The sanctions had bite. By 2003, Gaddafi’s government (which had by this time lost the freshness of its original revolutionary vigor) decided that it had to make a deal with the industrialized world of petroleum buyers. It formally accepted responsibility for the Lockerbie bombing and agreed to pay compensation to the victims’ families. This gesture led to the relaxation of many of the sanctions, and Libya’s coffers began to fill up again with oil money.
The Libyan government decided then to create a sovereign wealth fund of its own to handle this money. Thus was born the Libyan Investment Authority.
The Case Before Judge Rose
Libya argued, in the lawsuit at issue, that the LIA wanted to make secure equity investments by buying the stock of sound western companies. It wanted Goldman Sachs to help with that, so GS honchos went to Tripoli, and LIA honchos came to London, in 2007 and early 2008 for summits that have been described by some witnesses as wild parties. During the course of wining and dining their Libyan customers, the GS bankers allegedly persuaded them to agree to risk the country’s money on a series of complicated derivatives positions. Almost immediately, a global financial crisis was upon them, the LIA lost $1.2 billion in these positions, and GS earned roughly $200 million in fees.
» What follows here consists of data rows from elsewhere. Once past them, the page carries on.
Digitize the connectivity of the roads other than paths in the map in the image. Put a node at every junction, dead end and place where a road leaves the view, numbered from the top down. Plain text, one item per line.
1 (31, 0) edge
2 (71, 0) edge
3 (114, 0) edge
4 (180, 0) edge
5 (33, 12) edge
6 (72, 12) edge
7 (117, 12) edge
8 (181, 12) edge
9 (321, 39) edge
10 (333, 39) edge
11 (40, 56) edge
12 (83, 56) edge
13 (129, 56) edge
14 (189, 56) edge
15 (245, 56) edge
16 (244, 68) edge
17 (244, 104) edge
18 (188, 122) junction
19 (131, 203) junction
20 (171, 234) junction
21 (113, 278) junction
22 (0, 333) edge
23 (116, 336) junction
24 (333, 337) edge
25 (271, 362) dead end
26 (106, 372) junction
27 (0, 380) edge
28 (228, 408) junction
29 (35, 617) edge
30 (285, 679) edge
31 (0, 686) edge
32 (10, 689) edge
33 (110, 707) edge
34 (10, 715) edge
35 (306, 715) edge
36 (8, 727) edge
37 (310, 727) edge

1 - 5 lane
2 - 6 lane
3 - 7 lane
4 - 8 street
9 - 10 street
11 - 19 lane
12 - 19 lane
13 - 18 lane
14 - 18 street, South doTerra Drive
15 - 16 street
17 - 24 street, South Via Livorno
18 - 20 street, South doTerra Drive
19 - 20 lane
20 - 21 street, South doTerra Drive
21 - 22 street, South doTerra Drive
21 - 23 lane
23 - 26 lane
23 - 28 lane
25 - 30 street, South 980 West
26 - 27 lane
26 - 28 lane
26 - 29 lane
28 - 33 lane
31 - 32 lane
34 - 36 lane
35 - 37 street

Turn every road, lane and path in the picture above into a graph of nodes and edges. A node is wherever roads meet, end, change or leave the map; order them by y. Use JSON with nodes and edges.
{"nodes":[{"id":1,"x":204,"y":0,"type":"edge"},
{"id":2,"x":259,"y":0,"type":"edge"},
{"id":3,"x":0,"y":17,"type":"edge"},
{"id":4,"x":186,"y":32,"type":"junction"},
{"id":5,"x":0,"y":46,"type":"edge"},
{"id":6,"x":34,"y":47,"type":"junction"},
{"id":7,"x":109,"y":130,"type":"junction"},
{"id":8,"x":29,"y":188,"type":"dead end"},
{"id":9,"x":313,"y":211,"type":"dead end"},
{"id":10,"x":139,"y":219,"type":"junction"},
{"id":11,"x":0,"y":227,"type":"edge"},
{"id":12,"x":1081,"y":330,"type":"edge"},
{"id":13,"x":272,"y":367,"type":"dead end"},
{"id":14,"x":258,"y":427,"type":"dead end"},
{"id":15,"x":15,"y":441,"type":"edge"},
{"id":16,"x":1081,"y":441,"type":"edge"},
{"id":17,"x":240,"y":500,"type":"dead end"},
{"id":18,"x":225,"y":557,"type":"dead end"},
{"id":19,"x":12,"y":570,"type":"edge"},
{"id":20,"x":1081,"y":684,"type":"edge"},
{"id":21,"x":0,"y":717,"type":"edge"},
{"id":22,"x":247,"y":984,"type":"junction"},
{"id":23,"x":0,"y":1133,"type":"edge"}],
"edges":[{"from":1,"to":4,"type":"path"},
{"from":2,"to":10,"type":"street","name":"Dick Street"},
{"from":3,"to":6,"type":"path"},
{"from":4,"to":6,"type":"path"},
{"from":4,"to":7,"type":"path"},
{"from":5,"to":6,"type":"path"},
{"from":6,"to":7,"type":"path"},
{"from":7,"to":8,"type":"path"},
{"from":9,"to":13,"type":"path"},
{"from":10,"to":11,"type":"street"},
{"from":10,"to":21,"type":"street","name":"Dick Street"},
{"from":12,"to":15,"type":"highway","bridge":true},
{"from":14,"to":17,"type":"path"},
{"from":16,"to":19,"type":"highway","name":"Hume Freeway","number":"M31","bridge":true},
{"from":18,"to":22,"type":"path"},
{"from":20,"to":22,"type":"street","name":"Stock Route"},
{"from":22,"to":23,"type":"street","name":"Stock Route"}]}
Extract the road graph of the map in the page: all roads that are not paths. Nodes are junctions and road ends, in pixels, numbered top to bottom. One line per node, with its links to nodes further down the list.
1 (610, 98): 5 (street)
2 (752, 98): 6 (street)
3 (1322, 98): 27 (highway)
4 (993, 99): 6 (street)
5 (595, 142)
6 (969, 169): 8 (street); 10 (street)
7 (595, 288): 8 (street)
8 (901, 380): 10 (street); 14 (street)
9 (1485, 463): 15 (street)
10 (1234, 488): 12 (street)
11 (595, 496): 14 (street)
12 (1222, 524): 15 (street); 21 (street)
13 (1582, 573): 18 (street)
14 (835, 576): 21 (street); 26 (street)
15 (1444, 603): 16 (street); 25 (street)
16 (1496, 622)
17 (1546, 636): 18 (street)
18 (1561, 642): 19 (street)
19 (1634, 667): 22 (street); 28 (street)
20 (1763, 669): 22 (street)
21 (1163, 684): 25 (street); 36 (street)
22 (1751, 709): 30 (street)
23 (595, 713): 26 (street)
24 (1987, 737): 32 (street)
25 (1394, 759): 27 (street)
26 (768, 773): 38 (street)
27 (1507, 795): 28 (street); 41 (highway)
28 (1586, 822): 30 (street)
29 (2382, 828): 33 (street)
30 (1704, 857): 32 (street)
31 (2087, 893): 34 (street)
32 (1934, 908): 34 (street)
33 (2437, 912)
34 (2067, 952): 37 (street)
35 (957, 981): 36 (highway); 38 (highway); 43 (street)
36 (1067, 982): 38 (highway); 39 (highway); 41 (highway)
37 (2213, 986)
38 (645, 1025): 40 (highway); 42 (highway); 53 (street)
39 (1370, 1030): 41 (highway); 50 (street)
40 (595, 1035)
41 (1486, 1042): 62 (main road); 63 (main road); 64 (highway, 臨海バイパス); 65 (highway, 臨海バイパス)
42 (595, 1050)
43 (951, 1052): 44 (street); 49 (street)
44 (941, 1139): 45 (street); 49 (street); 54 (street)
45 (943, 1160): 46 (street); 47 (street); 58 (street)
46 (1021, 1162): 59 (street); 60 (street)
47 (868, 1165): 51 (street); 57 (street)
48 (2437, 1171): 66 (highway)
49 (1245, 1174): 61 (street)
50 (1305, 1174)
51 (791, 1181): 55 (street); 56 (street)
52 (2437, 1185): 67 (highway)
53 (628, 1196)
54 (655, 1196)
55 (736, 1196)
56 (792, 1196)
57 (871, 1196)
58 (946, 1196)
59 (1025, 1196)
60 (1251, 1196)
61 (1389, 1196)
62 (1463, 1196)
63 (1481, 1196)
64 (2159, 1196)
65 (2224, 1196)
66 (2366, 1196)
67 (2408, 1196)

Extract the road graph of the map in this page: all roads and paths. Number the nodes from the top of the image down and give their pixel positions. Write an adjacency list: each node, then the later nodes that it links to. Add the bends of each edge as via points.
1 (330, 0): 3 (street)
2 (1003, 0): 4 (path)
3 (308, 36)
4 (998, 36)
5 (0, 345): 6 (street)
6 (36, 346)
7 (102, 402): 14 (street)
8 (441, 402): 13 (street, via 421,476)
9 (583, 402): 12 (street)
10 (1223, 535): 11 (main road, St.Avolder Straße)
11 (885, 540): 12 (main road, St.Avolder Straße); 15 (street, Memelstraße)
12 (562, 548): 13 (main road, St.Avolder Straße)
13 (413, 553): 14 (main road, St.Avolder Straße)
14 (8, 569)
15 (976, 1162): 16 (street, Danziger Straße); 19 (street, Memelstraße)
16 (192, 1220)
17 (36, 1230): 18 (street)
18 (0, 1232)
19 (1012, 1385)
Here are the first 120 pages of the decision by Judge Vivien Rose. She was an appropriate juris for the task. Before taking a position on the bench, for several years starting in 1995 Rose had advised Her Majesty’s Treasury on financial services regulation.
The short version: Goldman Sachs won. Rose could not find that the evidence before her “necessarily shows any special relationship” between GS and LIA. As for the partying: “[T]he perceived need to keep providing expensive entertainment in order to maintain the relationship rather negates the idea that the relationship had grown into one where Goldman Sachs could exercise undue influence.”
The LIA in this litigation has portrayed itself as a bunch of hayseeds, unused to the ways of the wicked financial world, trying to get into the swing of things, and naively trusty of the suggestions of Goldman Sachs. Thus, LIA has contested certain trades executed in the first four months of 2008, asking that Goldman Sachs be required to make them whole for their losses in these trades.
The court refused to accept that account of what happened. They were not the easily wined-and-dined hayseeds that they made themselves out to have been.
The decision is a positive sign. Though given the tremendous losses of 2008 there is an understandable desire to find scapegoats, and though Goldman Sachs, the “vampire squid” itself, has become the default scapegoat, the functioning of markets requires that SWFs be regarded as grown men and women capable of making rational decisions on behalf of their various sovereigns.